[Start of section]
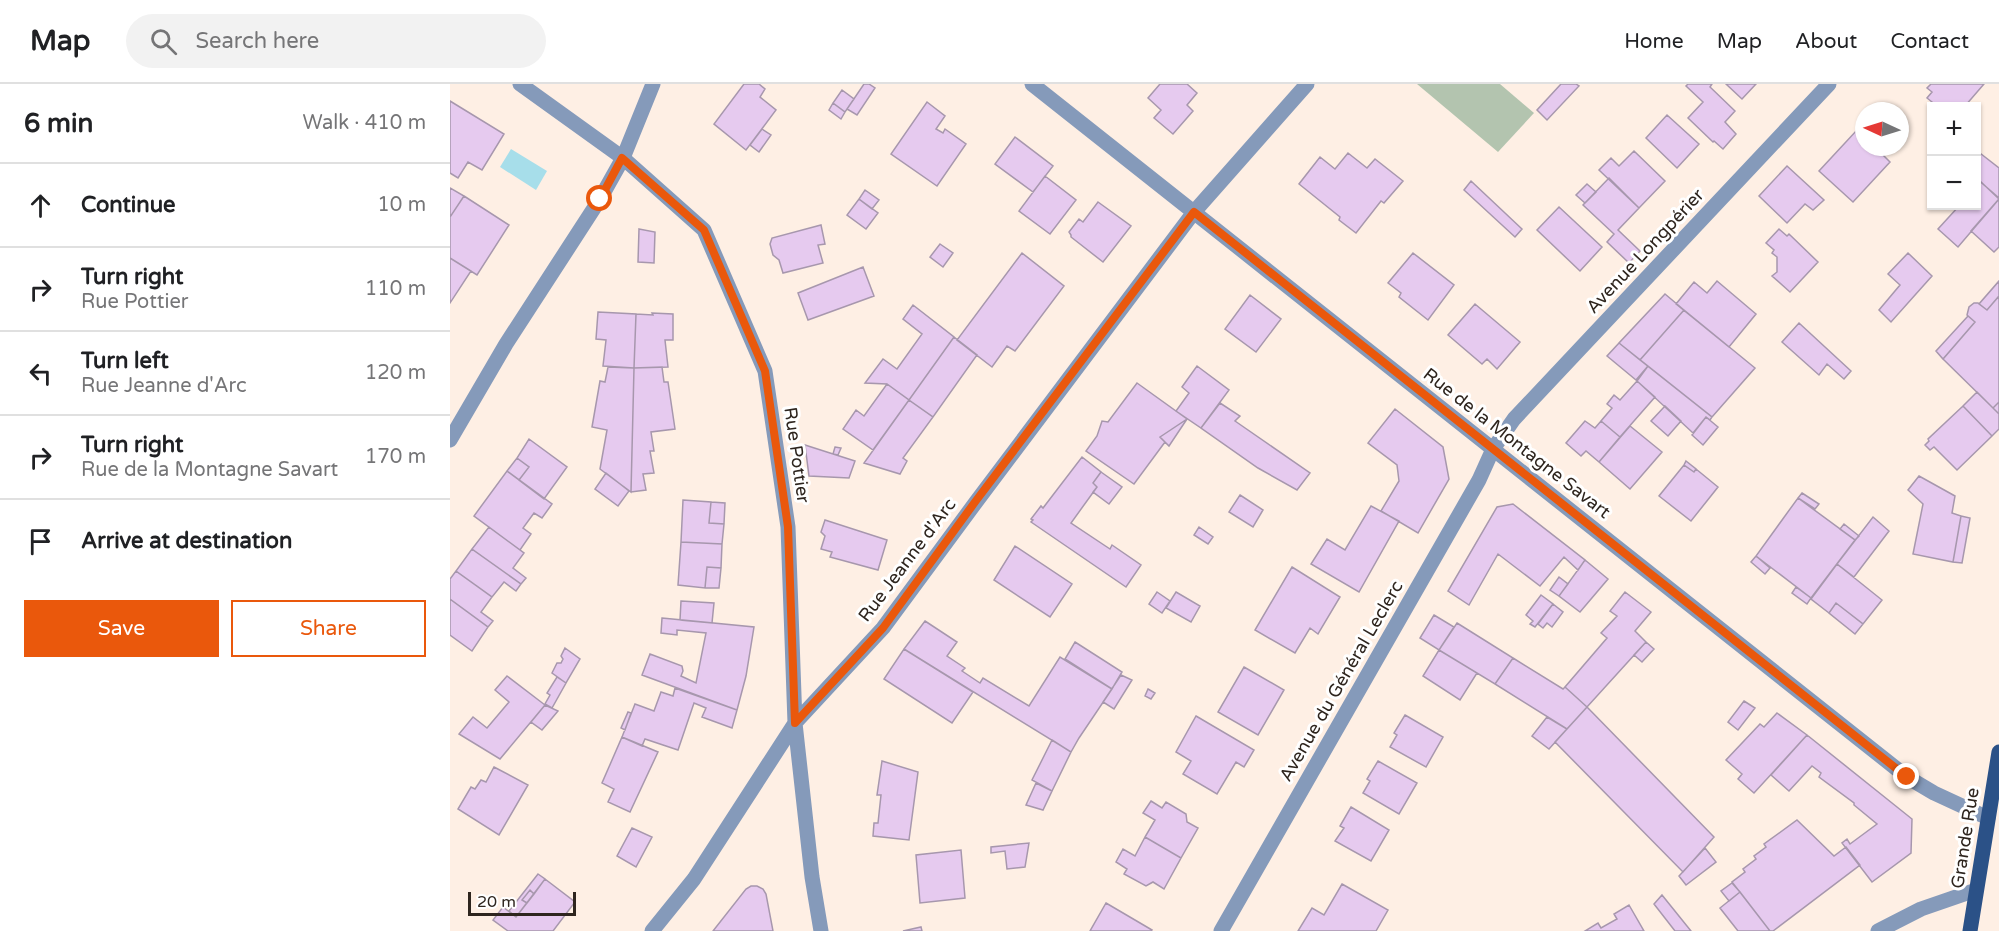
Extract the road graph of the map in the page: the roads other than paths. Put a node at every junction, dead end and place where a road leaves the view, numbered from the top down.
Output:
1 (520, 84) edge
2 (653, 84) edge
3 (1032, 84) edge
4 (1307, 84) edge
5 (1829, 84) edge
6 (622, 158) junction
7 (1194, 212) junction
8 (450, 440) edge
9 (1493, 449) junction
10 (795, 723) junction
11 (1999, 752) edge
12 (1997, 780) edge
13 (1988, 818) junction
14 (1976, 890) junction
15 (652, 931) edge
16 (821, 931) edge
17 (1221, 931) edge
18 (1878, 931) edge
19 (1970, 931) edge

1 - 6 street, Rue Pottier
2 - 6 street
3 - 7 street, Rue de la Montagne Savart
4 - 7 street, Rue Jeanne d'Arc
5 - 9 street, Avenue Longpérier
6 - 8 street
6 - 10 street, Rue Pottier
7 - 9 street, Rue de la Montagne Savart
7 - 10 street, Rue Jeanne d'Arc
9 - 13 street, Rue de la Montagne Savart
9 - 17 street, Avenue du Général Leclerc
10 - 15 street, Rue Jeanne d'Arc
10 - 16 street, Rue Pottier
11 - 12 main road, Grande Rue
12 - 13 main road, Grande Rue
13 - 14 main road, Grande Rue
14 - 18 street
14 - 19 main road, Grande Rue

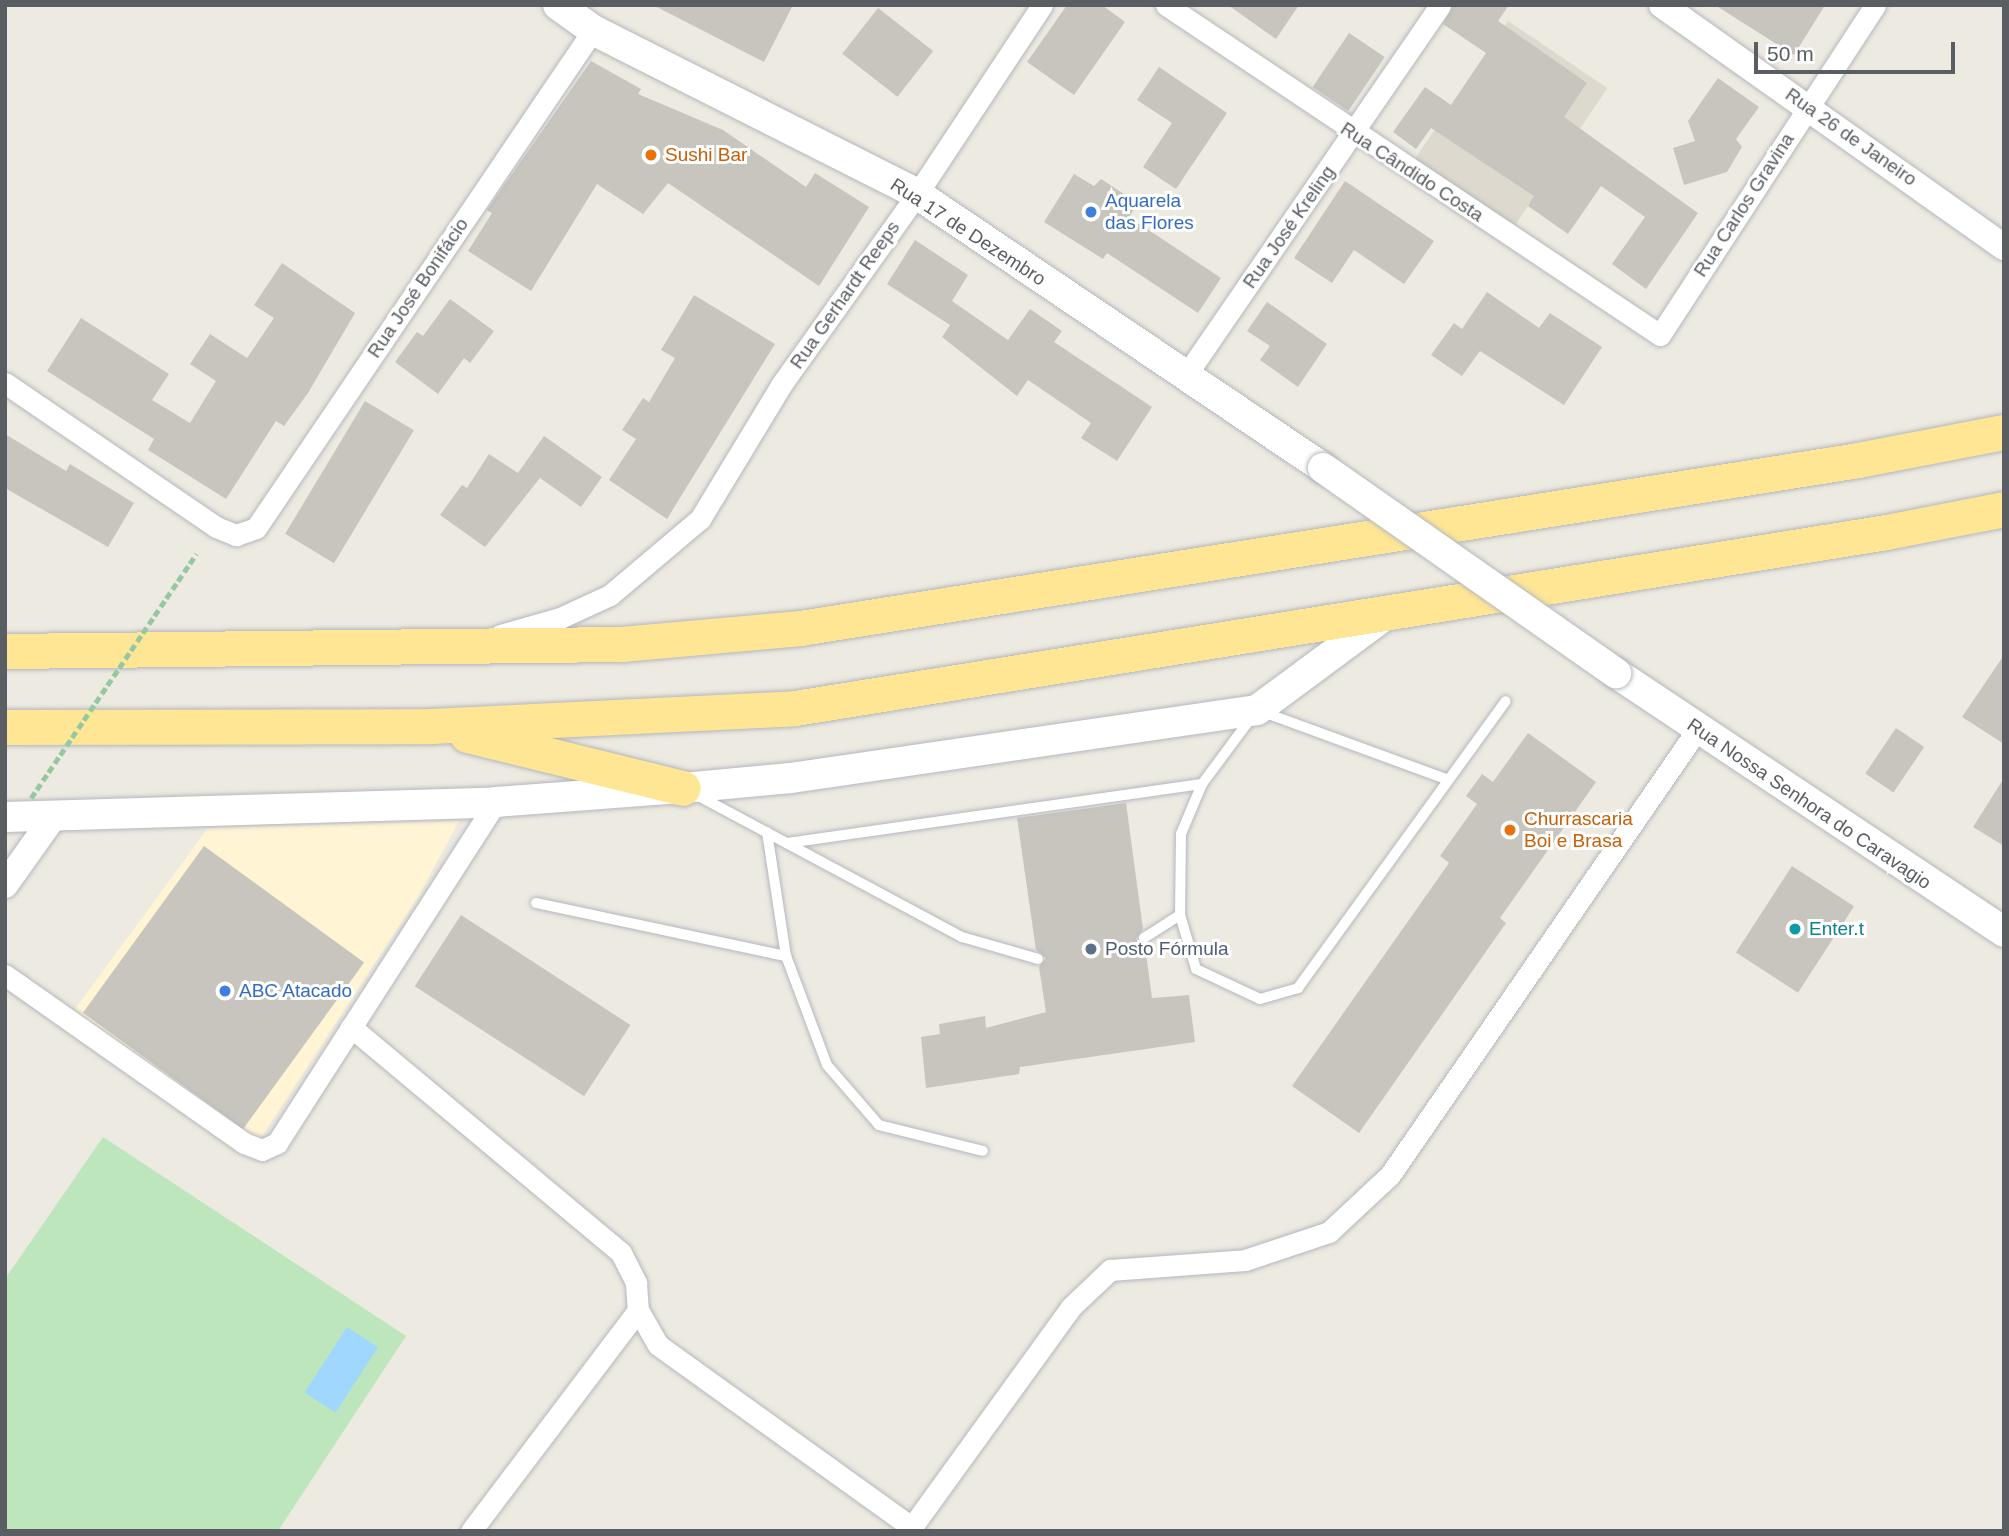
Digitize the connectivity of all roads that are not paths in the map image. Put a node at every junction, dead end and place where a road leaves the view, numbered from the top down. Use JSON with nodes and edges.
{"nodes":[{"id":1,"x":558,"y":5,"type":"edge"},
{"id":2,"x":1042,"y":5,"type":"edge"},
{"id":3,"x":1166,"y":5,"type":"edge"},
{"id":4,"x":1440,"y":5,"type":"edge"},
{"id":5,"x":1662,"y":5,"type":"edge"},
{"id":6,"x":1875,"y":5,"type":"edge"},
{"id":7,"x":593,"y":30,"type":"junction"},
{"id":8,"x":1807,"y":106,"type":"junction"},
{"id":9,"x":1353,"y":134,"type":"junction"},
{"id":10,"x":917,"y":194,"type":"junction"},
{"id":11,"x":2004,"y":247,"type":"edge"},
{"id":12,"x":1660,"y":335,"type":"joint"},
{"id":13,"x":1184,"y":378,"type":"junction"},
{"id":14,"x":5,"y":383,"type":"edge"},
{"id":15,"x":2004,"y":432,"type":"edge"},
{"id":16,"x":1323,"y":468,"type":"joint"},
{"id":17,"x":2004,"y":509,"type":"edge"},
{"id":18,"x":2004,"y":525,"type":"edge"},
{"id":19,"x":1886,"y":532,"type":"junction"},
{"id":20,"x":1393,"y":610,"type":"junction"},
{"id":21,"x":443,"y":646,"type":"junction"},
{"id":22,"x":5,"y":651,"type":"edge"},
{"id":23,"x":1506,"y":701,"type":"dead end"},
{"id":24,"x":1257,"y":709,"type":"junction"},
{"id":25,"x":430,"y":726,"type":"junction"},
{"id":26,"x":5,"y":727,"type":"edge"},
{"id":27,"x":1697,"y":730,"type":"junction"},
{"id":28,"x":1446,"y":779,"type":"junction"},
{"id":29,"x":1202,"y":783,"type":"junction"},
{"id":30,"x":683,"y":788,"type":"junction"},
{"id":31,"x":496,"y":802,"type":"junction"},
{"id":32,"x":43,"y":807,"type":"junction"},
{"id":33,"x":5,"y":817,"type":"edge"},
{"id":34,"x":766,"y":832,"type":"junction"},
{"id":35,"x":787,"y":843,"type":"junction"},
{"id":36,"x":5,"y":885,"type":"edge"},
{"id":37,"x":536,"y":903,"type":"dead end"},
{"id":38,"x":1180,"y":915,"type":"junction"},
{"id":39,"x":2004,"y":932,"type":"edge"},
{"id":40,"x":1144,"y":938,"type":"dead end"},
{"id":41,"x":786,"y":956,"type":"junction"},
{"id":42,"x":1038,"y":959,"type":"dead end"},
{"id":43,"x":5,"y":975,"type":"edge"},
{"id":44,"x":351,"y":1027,"type":"junction"},
{"id":45,"x":983,"y":1151,"type":"dead end"},
{"id":46,"x":638,"y":1310,"type":"junction"},
{"id":47,"x":910,"y":1529,"type":"edge"},
{"id":48,"x":471,"y":1531,"type":"edge"}],
"edges":[{"from":1,"to":7,"type":"main road","name":"Rua 17 de Dezembro"},
{"from":2,"to":10,"type":"street","name":"Rua Gerhardt Reeps"},
{"from":3,"to":9,"type":"street","name":"Rua Cândido Costa"},
{"from":4,"to":9,"type":"street","name":"Rua José Kreling"},
{"from":5,"to":8,"type":"street","name":"Rua 26 de Janeiro"},
{"from":6,"to":8,"type":"street","name":"Rua Carlos Gravina"},
{"from":7,"to":10,"type":"main road","name":"Rua 17 de Dezembro"},
{"from":7,"to":14,"type":"street","name":"Rua José Bonifácio"},
{"from":8,"to":11,"type":"street","name":"Rua 26 de Janeiro"},
{"from":8,"to":12,"type":"street","name":"Rua Carlos Gravina"},
{"from":9,"to":12,"type":"street","name":"Rua Cândido Costa"},
{"from":9,"to":13,"type":"street","name":"Rua José Kreling"},
{"from":10,"to":13,"type":"main road","name":"Rua 17 de Dezembro"},
{"from":10,"to":21,"type":"street","name":"Rua Gerhardt Reeps"},
{"from":13,"to":16,"type":"main road","name":"Rua 17 de Dezembro"},
{"from":15,"to":21,"type":"highway"},
{"from":16,"to":27,"type":"main road","name":"Rua Nossa Senhora do Caravagio","bridge":true},
{"from":17,"to":19,"type":"highway"},
{"from":18,"to":19,"type":"main road"},
{"from":19,"to":20,"type":"highway"},
{"from":20,"to":24,"type":"main road"},
{"from":20,"to":25,"type":"highway"},
{"from":21,"to":22,"type":"highway"},
{"from":23,"to":28,"type":"lane"},
{"from":24,"to":28,"type":"lane"},
{"from":24,"to":29,"type":"lane"},
{"from":24,"to":30,"type":"main road"},
{"from":25,"to":26,"type":"highway"},
{"from":25,"to":30,"type":"highway"},
{"from":27,"to":39,"type":"main road","name":"Rua Nossa Senhora do Caravagio"},
{"from":27,"to":47,"type":"street"},
{"from":28,"to":38,"type":"lane"},
{"from":29,"to":35,"type":"lane"},
{"from":29,"to":38,"type":"lane"},
{"from":30,"to":31,"type":"main road"},
{"from":30,"to":34,"type":"lane"},
{"from":31,"to":32,"type":"main road"},
{"from":31,"to":44,"type":"street"},
{"from":32,"to":33,"type":"main road"},
{"from":32,"to":36,"type":"street"},
{"from":34,"to":35,"type":"lane"},
{"from":34,"to":41,"type":"lane"},
{"from":35,"to":42,"type":"lane"},
{"from":37,"to":41,"type":"lane"},
{"from":38,"to":40,"type":"lane"},
{"from":41,"to":45,"type":"lane"},
{"from":43,"to":44,"type":"street"},
{"from":44,"to":46,"type":"street"},
{"from":46,"to":47,"type":"street"},
{"from":46,"to":48,"type":"street"}]}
[End of section]
• [INSTRUCTIONS FOR THE TASK]:
When a line in the data contains the string "Pottier", copy that line.

• [COMPLETED TASK]:
1 - 6 street, Rue Pottier
6 - 10 street, Rue Pottier
10 - 16 street, Rue Pottier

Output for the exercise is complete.